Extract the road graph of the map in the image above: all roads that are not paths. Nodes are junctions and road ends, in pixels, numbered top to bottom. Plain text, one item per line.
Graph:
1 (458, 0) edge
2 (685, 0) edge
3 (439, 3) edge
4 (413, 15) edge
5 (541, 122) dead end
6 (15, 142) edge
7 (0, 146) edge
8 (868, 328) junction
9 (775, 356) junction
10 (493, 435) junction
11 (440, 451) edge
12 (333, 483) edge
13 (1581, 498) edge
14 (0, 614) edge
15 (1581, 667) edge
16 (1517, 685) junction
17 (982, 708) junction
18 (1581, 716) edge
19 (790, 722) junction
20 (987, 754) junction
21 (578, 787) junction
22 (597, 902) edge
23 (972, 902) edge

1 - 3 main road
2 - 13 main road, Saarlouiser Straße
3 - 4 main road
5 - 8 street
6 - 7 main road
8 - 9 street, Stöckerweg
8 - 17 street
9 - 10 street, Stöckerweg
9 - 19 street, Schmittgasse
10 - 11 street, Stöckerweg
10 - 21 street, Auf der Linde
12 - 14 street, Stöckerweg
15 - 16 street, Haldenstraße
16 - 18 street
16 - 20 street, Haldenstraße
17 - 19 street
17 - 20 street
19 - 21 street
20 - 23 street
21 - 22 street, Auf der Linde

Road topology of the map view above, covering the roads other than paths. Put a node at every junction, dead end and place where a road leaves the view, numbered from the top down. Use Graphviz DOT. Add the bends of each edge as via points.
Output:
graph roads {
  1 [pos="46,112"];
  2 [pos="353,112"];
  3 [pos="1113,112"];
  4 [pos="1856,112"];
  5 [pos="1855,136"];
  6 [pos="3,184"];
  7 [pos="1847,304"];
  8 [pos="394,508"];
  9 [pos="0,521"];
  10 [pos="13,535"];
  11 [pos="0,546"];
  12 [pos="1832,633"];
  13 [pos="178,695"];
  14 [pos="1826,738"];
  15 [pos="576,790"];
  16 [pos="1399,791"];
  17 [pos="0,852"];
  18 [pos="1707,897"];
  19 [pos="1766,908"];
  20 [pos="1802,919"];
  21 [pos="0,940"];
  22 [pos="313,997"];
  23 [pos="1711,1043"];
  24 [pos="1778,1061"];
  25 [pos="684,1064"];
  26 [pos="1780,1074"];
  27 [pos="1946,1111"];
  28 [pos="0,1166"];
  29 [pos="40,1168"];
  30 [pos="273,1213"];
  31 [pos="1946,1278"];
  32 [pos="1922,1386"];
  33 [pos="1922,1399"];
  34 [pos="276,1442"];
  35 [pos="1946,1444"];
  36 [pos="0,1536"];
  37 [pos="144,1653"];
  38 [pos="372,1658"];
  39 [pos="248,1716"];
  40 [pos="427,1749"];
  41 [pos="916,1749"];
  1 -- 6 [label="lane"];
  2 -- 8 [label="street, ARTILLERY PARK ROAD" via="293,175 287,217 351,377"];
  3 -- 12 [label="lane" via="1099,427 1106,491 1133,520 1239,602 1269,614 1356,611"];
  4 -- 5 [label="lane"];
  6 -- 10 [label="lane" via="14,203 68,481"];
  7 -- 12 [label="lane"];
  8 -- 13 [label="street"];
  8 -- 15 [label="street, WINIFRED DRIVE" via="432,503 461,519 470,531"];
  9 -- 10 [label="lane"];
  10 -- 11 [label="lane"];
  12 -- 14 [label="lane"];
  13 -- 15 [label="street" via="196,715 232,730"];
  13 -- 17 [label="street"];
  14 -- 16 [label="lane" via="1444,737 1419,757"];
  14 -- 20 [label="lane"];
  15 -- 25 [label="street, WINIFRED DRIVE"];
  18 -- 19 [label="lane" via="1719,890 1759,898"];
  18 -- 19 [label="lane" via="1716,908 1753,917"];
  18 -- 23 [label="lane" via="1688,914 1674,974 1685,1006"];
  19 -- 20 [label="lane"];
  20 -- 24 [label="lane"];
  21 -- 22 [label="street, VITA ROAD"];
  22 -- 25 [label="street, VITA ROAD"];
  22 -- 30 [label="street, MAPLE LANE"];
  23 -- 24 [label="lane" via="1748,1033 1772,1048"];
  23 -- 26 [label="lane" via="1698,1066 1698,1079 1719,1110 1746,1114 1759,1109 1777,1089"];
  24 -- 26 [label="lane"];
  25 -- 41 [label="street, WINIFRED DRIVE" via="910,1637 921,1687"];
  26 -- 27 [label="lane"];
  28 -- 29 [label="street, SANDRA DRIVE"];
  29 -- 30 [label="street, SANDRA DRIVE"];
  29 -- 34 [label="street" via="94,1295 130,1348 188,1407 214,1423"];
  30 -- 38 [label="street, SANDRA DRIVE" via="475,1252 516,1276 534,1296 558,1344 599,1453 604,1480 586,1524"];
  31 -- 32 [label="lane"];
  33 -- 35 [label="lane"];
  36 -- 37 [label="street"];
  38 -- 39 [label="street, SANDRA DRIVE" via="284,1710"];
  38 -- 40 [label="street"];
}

•••••

Requirement
Reproduce, exactly and without additions, the run of lines from the start of the listing above to the line bearing "Road topology of", inclusive.

Exercise answer
Extract the road graph of the map in the image above: all roads that are not paths. Nodes are junctions and road ends, in pixels, numbered top to bottom. Plain text, one item per line.
Graph:
1 (458, 0) edge
2 (685, 0) edge
3 (439, 3) edge
4 (413, 15) edge
5 (541, 122) dead end
6 (15, 142) edge
7 (0, 146) edge
8 (868, 328) junction
9 (775, 356) junction
10 (493, 435) junction
11 (440, 451) edge
12 (333, 483) edge
13 (1581, 498) edge
14 (0, 614) edge
15 (1581, 667) edge
16 (1517, 685) junction
17 (982, 708) junction
18 (1581, 716) edge
19 (790, 722) junction
20 (987, 754) junction
21 (578, 787) junction
22 (597, 902) edge
23 (972, 902) edge

1 - 3 main road
2 - 13 main road, Saarlouiser Straße
3 - 4 main road
5 - 8 street
6 - 7 main road
8 - 9 street, Stöckerweg
8 - 17 street
9 - 10 street, Stöckerweg
9 - 19 street, Schmittgasse
10 - 11 street, Stöckerweg
10 - 21 street, Auf der Linde
12 - 14 street, Stöckerweg
15 - 16 street, Haldenstraße
16 - 18 street
16 - 20 street, Haldenstraße
17 - 19 street
17 - 20 street
19 - 21 street
20 - 23 street
21 - 22 street, Auf der Linde

Road topology of the map view above, covering the roads other than paths. Put a node at every junction, dead end and place where a road leaves the view, numbered from the top down. Use Graphviz DOT. Add the bends of each edge as via points.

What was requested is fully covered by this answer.